> **Problem statement**: Count every line of the material that holds the string "roads". Respond with the total only.

> **Data to use**:

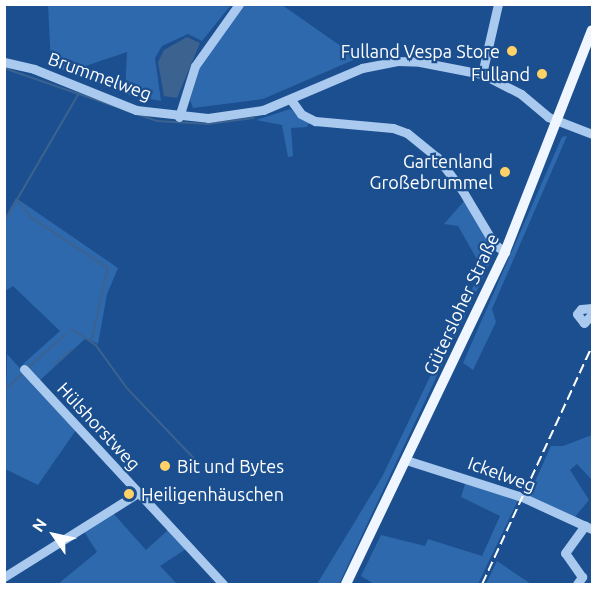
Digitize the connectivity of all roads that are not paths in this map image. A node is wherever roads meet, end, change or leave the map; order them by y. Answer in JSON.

...

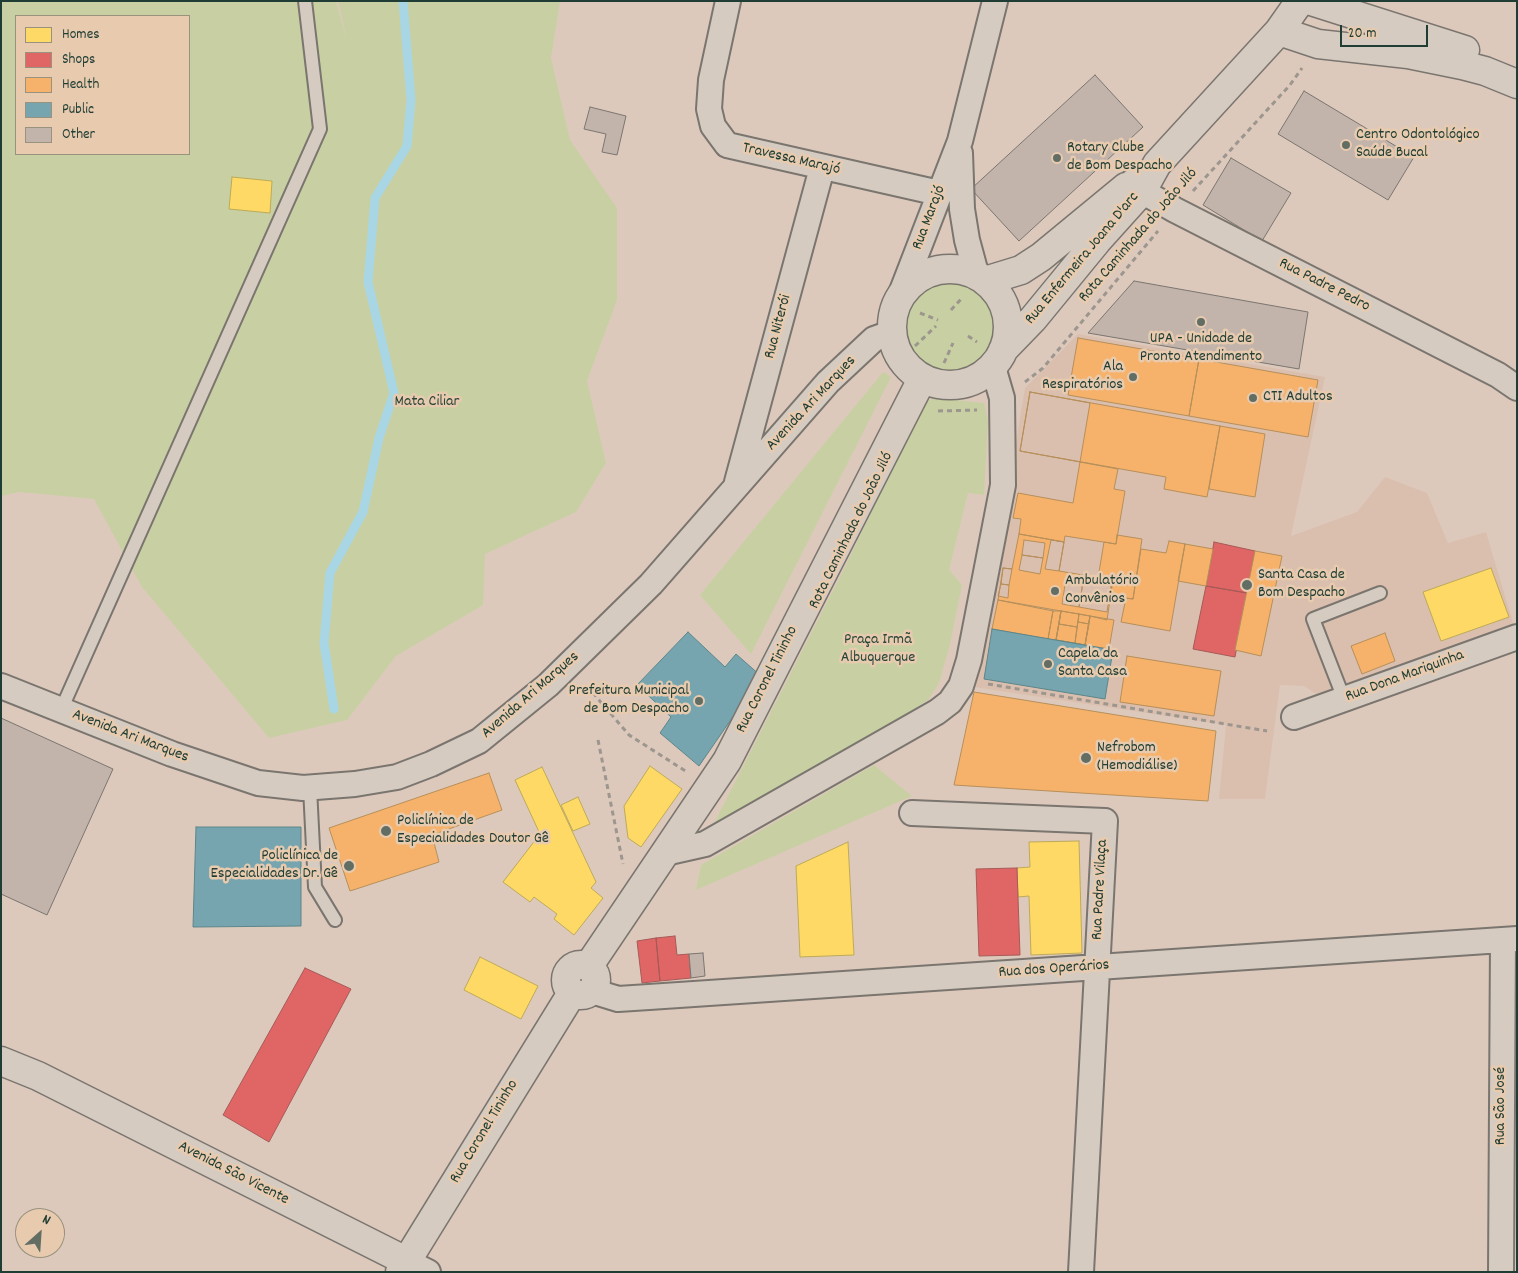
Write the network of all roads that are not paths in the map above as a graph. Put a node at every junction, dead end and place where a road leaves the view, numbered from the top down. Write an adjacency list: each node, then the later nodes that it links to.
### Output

> **Solution for this task**: 2